-
Notifications
You must be signed in to change notification settings - Fork 7
Vision
- [Infrastructure] (#wiki-infrastructure)
- [Fovea] (#wiki-fovea)
- [Colour Histograms] (#wiki-colour-histograms)
- [Modules] (#wiki-modules)
- [Field Edge Detection] (#wiki-field-edge-detection)
- [Goal Detection] (#wiki-goal-detection)
- [Robot Detection] (#wiki-robot-detection)
- [Ball Detection] (#wiki-ball-detection)
- [Field Feature Detection] (#wiki-field-feature-detection)
- [Foot Detection and Avoidance] (#wiki-foot-detection-and-avoidance)
The Vision module begins by retrieving both the top and bottom camera images. If one of the images is not ready, the thread will wait until they are both ready. Two primary foveas are constructed from the raw images, one per camera, to form the basis of the vision pipeline. The top camera image is scaled down to 160x120 whilst the bottom camera image is scaled down to 80x60.
A detailed description of the vision infrastructure can be found here.
A fovea is used to represent a section of an image. It is a flexible class that provides a generic interface between images (or sub images) and the vision pipeline. Many of the vision algorithms are designed to be run on any fovea, allowing for maximal code reuse and cleanliness. A fovea can have colour and edge saliency data available. The colour saliency is generated from the colour calibration table and the edge saliency is generated from the grey scale version of the raw image.
The colour histograms contain a count of the number of pixels of each colour for each row and column in a fovea. They are calculated once per fovea, reducing the amount of repetition across the vision pipeline.

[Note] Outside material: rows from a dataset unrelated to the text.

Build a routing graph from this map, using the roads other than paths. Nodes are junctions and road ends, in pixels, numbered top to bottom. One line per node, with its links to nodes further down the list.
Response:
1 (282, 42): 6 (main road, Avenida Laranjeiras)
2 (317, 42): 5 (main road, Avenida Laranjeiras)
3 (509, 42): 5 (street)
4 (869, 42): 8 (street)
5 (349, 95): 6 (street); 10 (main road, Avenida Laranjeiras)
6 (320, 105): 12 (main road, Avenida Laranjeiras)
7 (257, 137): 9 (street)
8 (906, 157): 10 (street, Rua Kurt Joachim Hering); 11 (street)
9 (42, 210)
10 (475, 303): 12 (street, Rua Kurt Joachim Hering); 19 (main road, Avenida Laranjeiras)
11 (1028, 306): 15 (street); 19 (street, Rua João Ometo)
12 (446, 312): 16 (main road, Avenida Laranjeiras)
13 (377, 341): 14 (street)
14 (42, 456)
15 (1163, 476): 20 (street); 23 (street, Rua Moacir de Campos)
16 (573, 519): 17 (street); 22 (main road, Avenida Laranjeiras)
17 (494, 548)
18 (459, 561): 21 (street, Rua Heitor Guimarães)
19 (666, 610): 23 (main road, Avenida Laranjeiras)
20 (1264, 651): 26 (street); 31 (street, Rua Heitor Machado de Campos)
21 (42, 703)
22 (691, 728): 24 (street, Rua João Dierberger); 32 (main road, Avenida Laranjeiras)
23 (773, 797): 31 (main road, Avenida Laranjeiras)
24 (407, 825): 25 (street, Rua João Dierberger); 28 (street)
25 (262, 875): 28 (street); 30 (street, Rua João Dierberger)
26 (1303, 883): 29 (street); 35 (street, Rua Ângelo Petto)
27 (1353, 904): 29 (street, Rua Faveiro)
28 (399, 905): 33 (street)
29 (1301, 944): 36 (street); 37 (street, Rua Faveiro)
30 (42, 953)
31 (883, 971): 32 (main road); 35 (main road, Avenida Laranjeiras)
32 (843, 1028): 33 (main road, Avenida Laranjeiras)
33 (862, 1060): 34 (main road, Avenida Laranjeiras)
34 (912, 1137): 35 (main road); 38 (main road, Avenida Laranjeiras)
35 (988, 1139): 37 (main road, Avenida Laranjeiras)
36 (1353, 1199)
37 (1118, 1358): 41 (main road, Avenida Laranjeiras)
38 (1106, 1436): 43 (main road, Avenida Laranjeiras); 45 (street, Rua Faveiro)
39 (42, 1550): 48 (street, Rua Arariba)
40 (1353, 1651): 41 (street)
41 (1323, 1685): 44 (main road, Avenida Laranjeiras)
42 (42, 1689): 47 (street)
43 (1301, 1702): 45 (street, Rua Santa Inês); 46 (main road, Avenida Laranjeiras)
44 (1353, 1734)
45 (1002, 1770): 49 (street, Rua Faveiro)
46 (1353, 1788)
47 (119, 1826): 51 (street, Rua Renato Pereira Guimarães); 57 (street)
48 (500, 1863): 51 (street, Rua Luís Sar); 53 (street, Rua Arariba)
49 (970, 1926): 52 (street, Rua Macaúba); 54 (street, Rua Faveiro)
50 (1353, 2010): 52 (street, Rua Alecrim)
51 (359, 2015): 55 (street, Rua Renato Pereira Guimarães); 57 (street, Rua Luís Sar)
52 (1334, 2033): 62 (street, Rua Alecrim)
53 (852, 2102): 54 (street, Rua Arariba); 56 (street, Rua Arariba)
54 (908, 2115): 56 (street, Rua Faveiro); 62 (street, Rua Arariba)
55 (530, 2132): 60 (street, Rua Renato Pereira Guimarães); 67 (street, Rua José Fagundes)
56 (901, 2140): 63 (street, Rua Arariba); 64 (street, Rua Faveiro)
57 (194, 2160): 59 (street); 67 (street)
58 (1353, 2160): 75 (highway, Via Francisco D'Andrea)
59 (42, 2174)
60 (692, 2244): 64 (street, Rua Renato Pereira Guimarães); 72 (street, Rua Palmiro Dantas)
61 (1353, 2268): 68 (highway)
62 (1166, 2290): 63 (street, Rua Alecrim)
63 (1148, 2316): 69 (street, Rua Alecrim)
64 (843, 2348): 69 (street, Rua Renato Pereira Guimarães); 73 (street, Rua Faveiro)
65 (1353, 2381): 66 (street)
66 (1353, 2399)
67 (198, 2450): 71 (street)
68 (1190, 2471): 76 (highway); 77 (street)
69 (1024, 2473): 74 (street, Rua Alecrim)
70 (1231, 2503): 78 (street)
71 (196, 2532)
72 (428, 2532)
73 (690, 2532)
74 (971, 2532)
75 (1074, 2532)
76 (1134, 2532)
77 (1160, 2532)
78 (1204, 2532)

The field edge plays a vital role in the vision pipeline. The field edge is used to determine where the field starts so that we can save time when scanning the image for other features like the ball or field lines. The module sets an index for each column to indicate the pixel at the edge of the field for all other algorithms to use as a start when scanning.
The algorithm for detecting the field edge starts at the top of the image and scans down until it finds a significant patch of green. This scan is run on every column and results in a set of points across the image. RANSAC is then applied to the set of points to attempt to extract straight lines out of it. We attempt to detect up to two lines in any one image, since there can be two field edges in view at any point in time. This algorithm is run in both the top and bottom cameras independently since the field edge may run across both images.
If no field edge is detected, then we guess if the field edge is above or below the current camera view. This guess is based on the amount of green present in the image. If the image contains a large portion of green, but no distinct field edge, the field edge is assumed to be above the camera view and the entire image is treated as being "on the field". If not enough green is present, then the robot is deemed to be looking off the field or into the sky.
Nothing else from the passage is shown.